And so, you know, the argument I make to my progressive friends is you are absolutely right to worry about inequality, but the answer is not to pull up the drawbridge. The answer, rather, is to make sure that everybody has high labor standards, that all countries are accountable to their citizens in terms of things like minimum wages, workers' standards, making sure that there's an education system that people can access.

And unfortunately, we haven't done enough of that.

(END VIDEOTAPE)

ZAKARIA: Next on GPS, much more with President Obama including his theory on why Donald Trump has so much support from white working class Americans.

(COMMERCIAL BREAK)

[10:17:18] ZAKARIA: On Friday, Air Force One took President Obama on his last planned trip to Asia for his presidency and his last G-20 meeting. Chinese President Xi is the ringmaster of this year's G-20, hosting major world leaders in the coastal city of Hangzhou. We'll get to the president's thoughts on Donald Trump and his supporters in a moment, but when I went to the White House earlier this week, I wanted to know what the president intended to say to his Chinese counterpart. Listen in.

(BEGIN VIDEOTAPE)

ZAKARIA: When you're in China, are you going to be having a different series of conversations with the Chinese leaders? By which I mean a lot of China experts look at what is happening in China and say you are seeing a new form of nationalism, you are seeing a new specifically anti-Western and anti-American nationalism, whether it's in regard to cyber theft and cyber crime, cyber attacks, the way Western companies are treated, the business in the South China Sea where China is doing what apparently violates international law and is worrying its neighbors.

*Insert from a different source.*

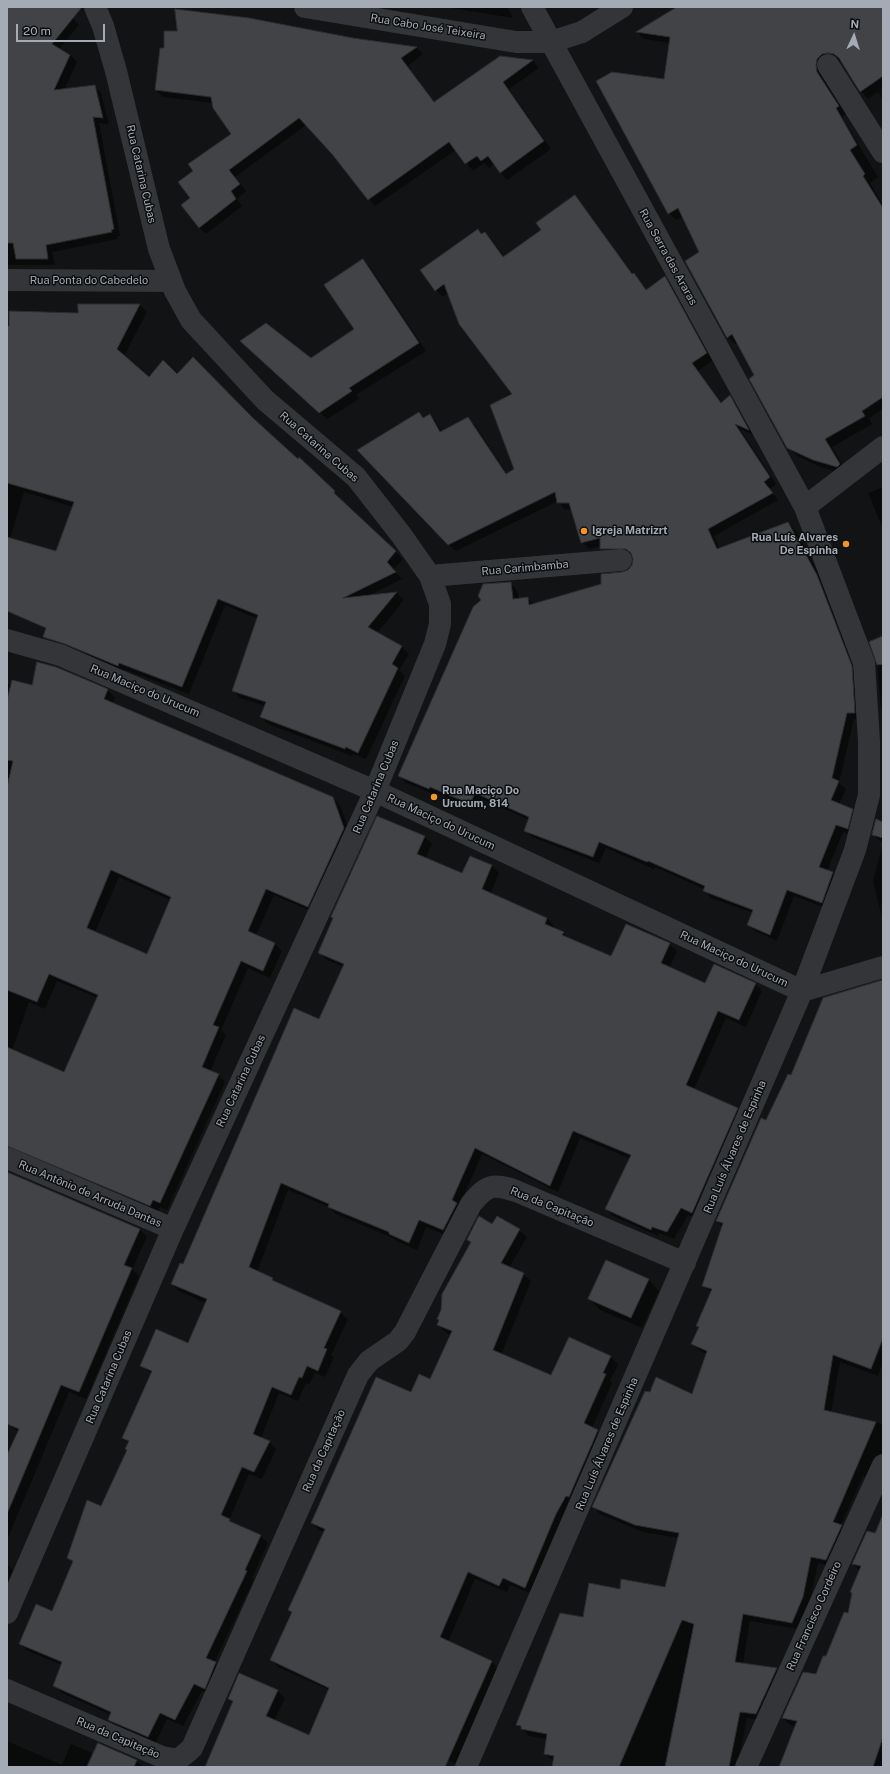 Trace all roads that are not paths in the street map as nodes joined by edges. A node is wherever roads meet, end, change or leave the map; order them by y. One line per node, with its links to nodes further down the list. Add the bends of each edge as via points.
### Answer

Is it time to get tougher on China?

OBAMA: Well, first of all, I don't think any of that's new. Remember, China has been run during our lifetimes by a communist party that has been much more anti-Western in the past. We went through a period over the course of 20 years, in the '90s and on through maybe the onset of my presidency, where, because state-sponsored capitalism and an export-driven model was very successful, China was less interested in making waves.

But, you know, you've got over a billion people, one of the largest economies now in the world. And so it's to be expected that they will want a bigger seat at the table when it comes to international affairs.

And what we've said consistently is we welcome the peaceful rise of Chin, consistent with international norms. That's good for everybody. An impoverished and collapsing China would be dangerous for everybody.

And, you know, we should want China to take on more responsibilities, not only for its own people, but also for a wide range of international problems and conflicts, whether it's climate change or disaster relief or dealing with things like Ebola.

[10:20:00] But what we have said to the Chinese -- and we've been firm consistently about this -- is you have to recognize that with increasing power comes increasing responsibilities. You can't pursue mercantilist policies that just advantage you now that you are a middle income country, in many ways, even though you still have a lot of poor people. You know, you can't just export problems. You've got to have fair trade and not just free trade. You have to open up your markets if you expect other people to open up their markets.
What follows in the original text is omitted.